(Items from a data source)
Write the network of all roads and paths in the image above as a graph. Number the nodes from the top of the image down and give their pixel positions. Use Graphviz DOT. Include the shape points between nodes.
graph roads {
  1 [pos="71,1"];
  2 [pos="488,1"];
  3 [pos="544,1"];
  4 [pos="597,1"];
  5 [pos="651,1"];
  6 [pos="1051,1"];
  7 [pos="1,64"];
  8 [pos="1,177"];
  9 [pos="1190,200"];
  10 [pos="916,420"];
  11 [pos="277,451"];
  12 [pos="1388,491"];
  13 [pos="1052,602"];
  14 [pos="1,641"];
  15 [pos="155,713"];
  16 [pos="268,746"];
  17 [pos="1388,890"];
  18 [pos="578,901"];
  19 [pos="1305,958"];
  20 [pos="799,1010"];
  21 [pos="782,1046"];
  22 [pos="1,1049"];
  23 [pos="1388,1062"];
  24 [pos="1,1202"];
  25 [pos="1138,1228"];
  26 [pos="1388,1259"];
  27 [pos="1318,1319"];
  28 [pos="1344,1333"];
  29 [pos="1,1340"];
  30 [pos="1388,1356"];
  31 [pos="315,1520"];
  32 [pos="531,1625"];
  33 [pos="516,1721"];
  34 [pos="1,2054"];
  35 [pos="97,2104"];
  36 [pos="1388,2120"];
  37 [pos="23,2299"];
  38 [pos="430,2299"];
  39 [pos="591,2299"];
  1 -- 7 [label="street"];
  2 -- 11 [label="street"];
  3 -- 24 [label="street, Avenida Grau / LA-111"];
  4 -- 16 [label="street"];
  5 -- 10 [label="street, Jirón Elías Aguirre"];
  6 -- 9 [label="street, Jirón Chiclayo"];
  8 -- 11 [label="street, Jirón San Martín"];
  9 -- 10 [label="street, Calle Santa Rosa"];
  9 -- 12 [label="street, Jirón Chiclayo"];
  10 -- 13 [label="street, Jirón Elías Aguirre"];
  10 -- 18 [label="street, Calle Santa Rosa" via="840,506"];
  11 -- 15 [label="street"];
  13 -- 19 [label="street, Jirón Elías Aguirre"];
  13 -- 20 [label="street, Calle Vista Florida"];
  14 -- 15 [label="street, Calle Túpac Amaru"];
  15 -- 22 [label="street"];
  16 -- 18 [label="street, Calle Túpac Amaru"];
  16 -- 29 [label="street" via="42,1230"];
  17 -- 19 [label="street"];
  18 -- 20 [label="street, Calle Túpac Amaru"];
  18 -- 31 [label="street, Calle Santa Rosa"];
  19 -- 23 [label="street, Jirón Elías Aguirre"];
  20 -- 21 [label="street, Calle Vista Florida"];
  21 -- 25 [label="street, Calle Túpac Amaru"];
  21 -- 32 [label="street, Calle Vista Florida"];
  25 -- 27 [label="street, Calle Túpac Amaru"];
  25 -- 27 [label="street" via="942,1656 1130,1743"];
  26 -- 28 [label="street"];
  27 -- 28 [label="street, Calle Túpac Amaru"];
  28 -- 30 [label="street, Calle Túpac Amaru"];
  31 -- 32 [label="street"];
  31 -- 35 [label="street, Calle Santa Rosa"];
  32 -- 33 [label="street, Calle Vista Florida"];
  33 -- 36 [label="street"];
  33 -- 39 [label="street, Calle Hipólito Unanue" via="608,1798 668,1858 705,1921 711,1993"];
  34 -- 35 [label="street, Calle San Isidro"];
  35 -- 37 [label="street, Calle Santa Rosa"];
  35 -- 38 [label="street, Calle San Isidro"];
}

• Task to carry out
How many of the lines above contain the string "Florida"? Give the number only.

• The completed task
4